Normal and Tangential Component of Vector on a Surface

1. Sep 12, 2015

Legolaz

Hello, given the figure above, how do I get the tangential and normal components of a vector in any plane by integration?

2. Sep 12, 2015

SteamKing

Staff Emeritus
3. Sep 12, 2015

Legolaz

Thank you for the reply, Steamking.

Say, I got now the the normal equation for the surface, my tangential would be the 2nd derivative of the gradient function, right?

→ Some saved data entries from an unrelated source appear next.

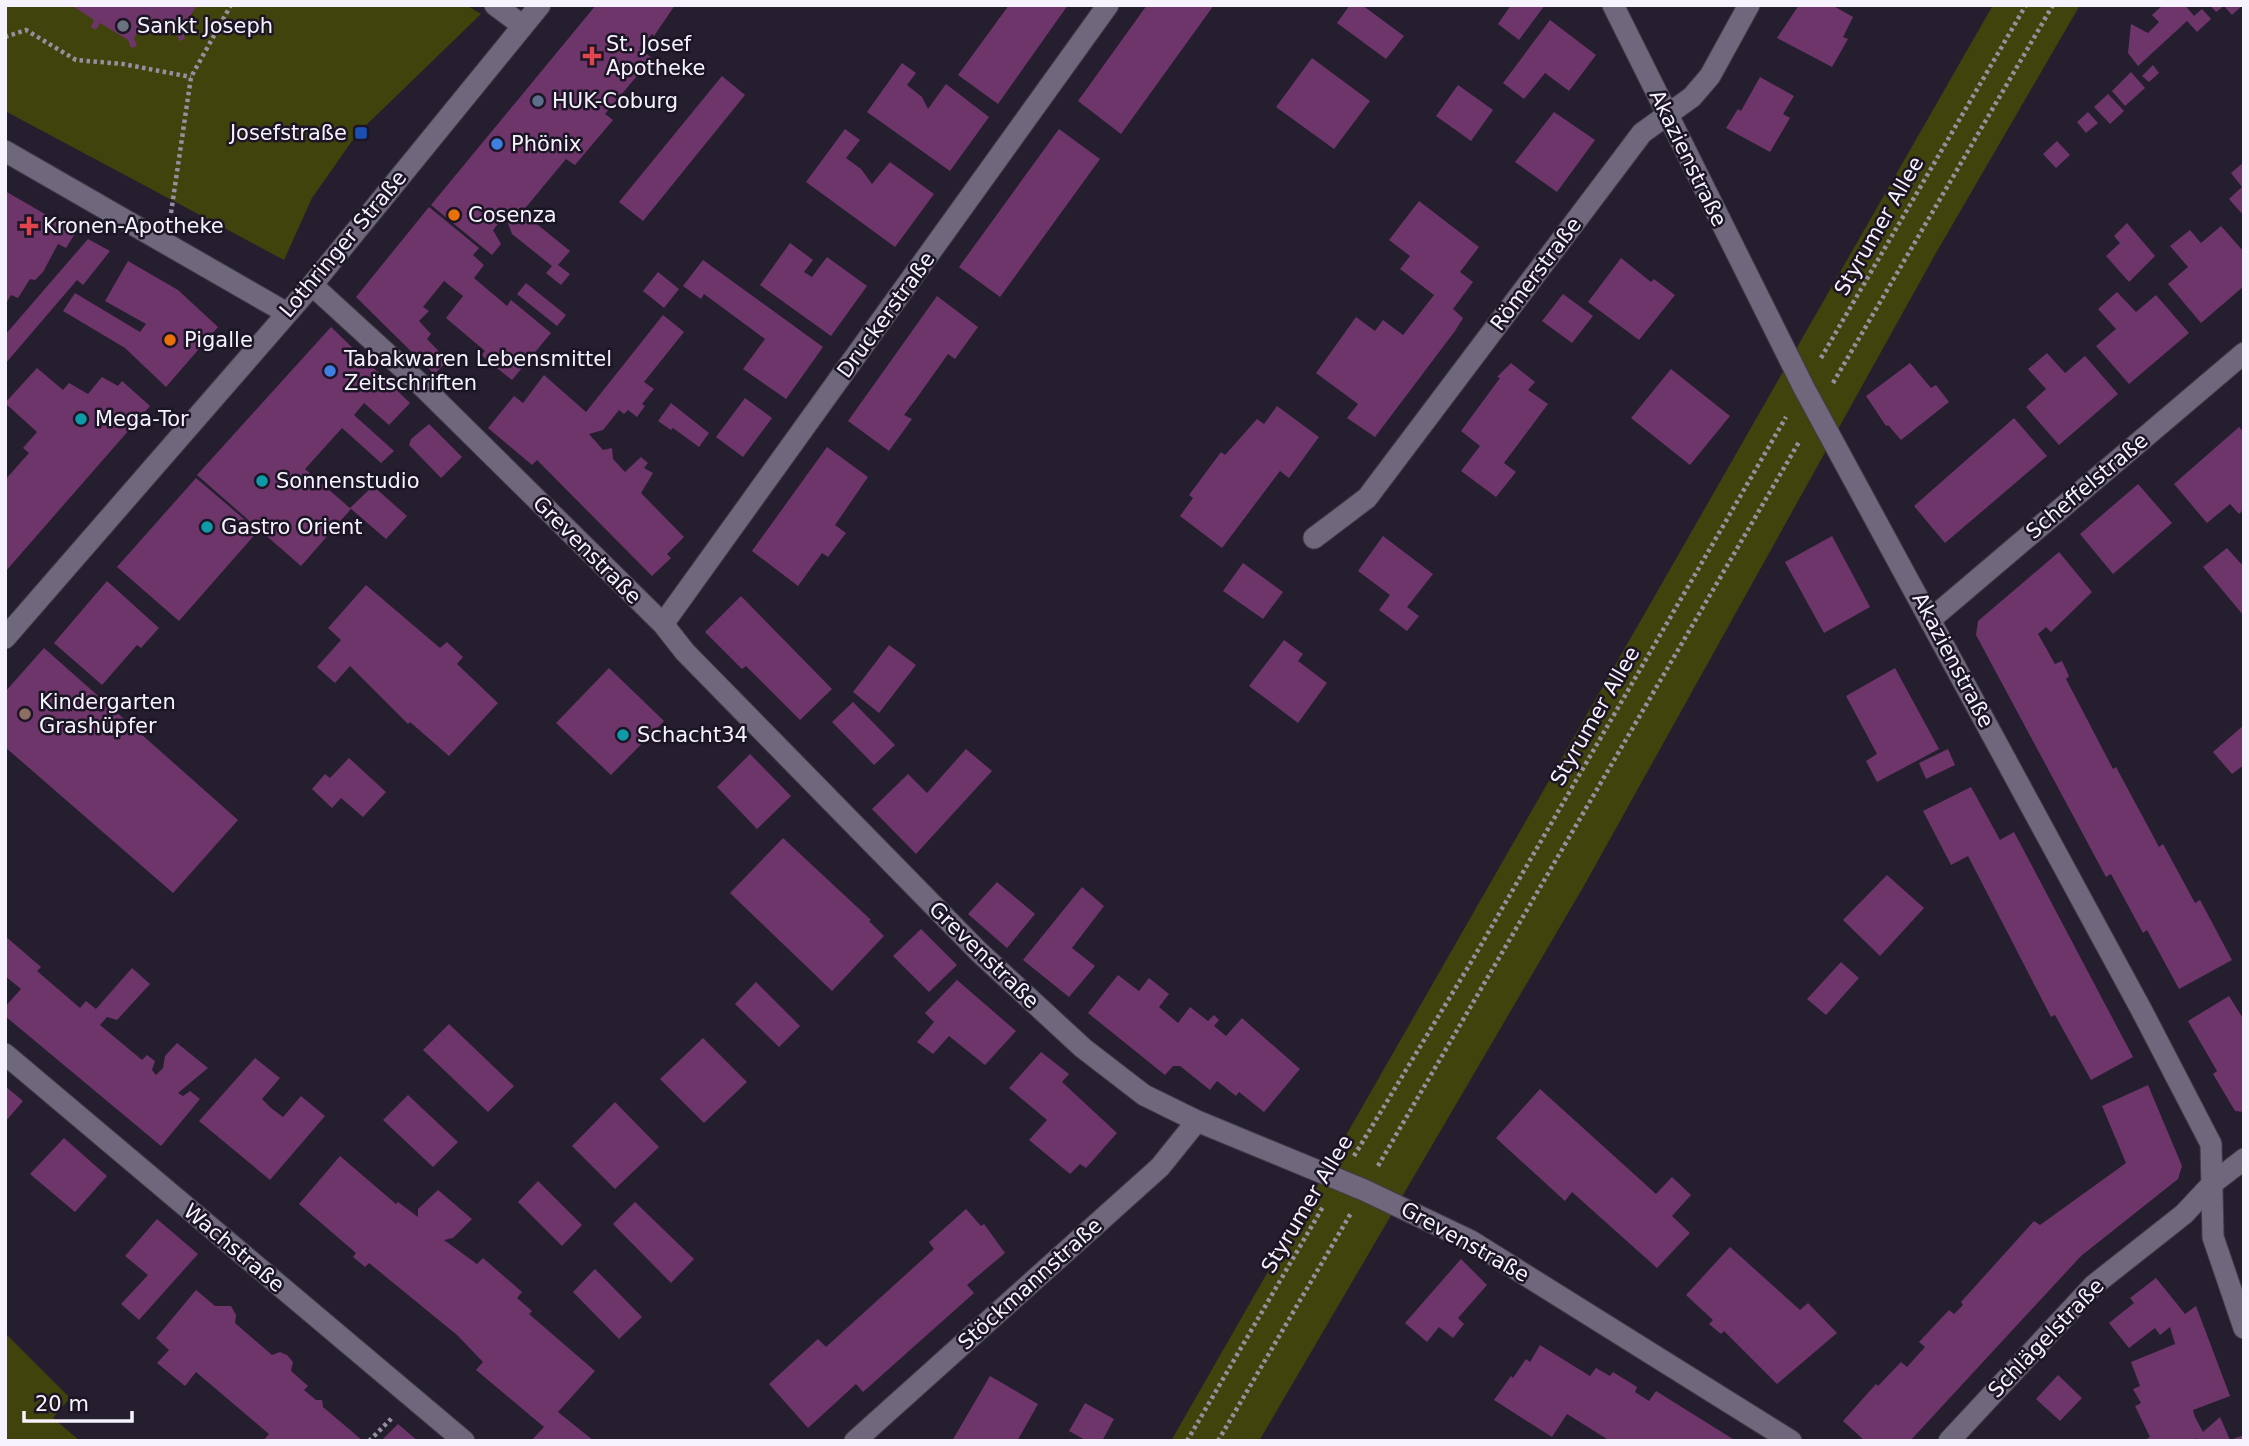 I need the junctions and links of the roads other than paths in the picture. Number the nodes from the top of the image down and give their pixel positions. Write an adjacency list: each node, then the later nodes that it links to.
1 (495, 5): 6 (street)
2 (540, 5): 6 (street, Lothringer Straße)
3 (1108, 5): 14 (street, Druckerstraße)
4 (1613, 5): 7 (street, Akazienstraße)
5 (1749, 5): 7 (street, Römerstraße)
6 (523, 26): 9 (street, Lothringer Straße)
7 (1668, 111): 12 (street, Römerstraße); 13 (street, Akazienstraße)
8 (5, 151): 10 (street)
9 (312, 285): 10 (street, Lothringer Straße); 14 (street, Grevenstraße)
10 (285, 312): 15 (street, Lothringer Straße)
11 (2244, 353): 13 (street, Scheffelstraße)
12 (1314, 538)
13 (1931, 619): 19 (street, Akazienstraße)
14 (663, 624): 17 (street, Grevenstraße)
15 (5, 638)
16 (5, 1054): 21 (street, Wachstraße)
17 (1197, 1121): 22 (street, Stöckmannstraße); 23 (street, Grevenstraße)
18 (2244, 1159): 19 (street, Schlägelstraße)
19 (2213, 1183): 20 (street, Akazienstraße); 24 (street, Schlägelstraße)
20 (2244, 1328)
21 (464, 1441)
22 (855, 1441)
23 (1791, 1441)
24 (1949, 1441)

My next problem is, I want to sum up all Normal and Tangential vectors on the surface, so that I may find the net or resultant vector acting upon the centroid/center of mass of the surface, how to do it?

4. Sep 12, 2015

SteamKing

Staff Emeritus
No, you're missing something here. Normals and tangents to surfaces are a little different from normals and tangents to 2-D curves.

By evaluating the gradient of a surface function at a point, we are actually calculating a normal vector to the surface at that point. By using the normal vector and the gradient, the equation of the tangent plane at this point can also be determined. Tangent vectors at the same point are a little harder to pin down, unless a direction for the tangent is also specified.

http://math.kennesaw.edu/~plaval/math2203/gradient.pdf

Why? The resultant vector of what?

Have you studied any of the theorems of vector calculus yet? Gauss, Green, Stokes?

5. Sep 12, 2015

Legolaz

The resultant vector of all the tangent and the normal on the surface.

Nope, not yet.

6. Sep 12, 2015

Staff: Mentor

@Legolaz, the image you showed is just a 3-D figure defined by some surfaces. It makes no sense to sum vectors that are perpendicular to each of the bounding surfaces. For a resultant vector, you need to be working with forces, which are not mentioned so far in this thread.

7. Sep 12, 2015

Legolaz

Yes Mark44, I understood and assume the ones I generally mentioned as "vectors" is referring to Force and Velocity gradients.

I mean, summing up vectors normal and tangential to the surface.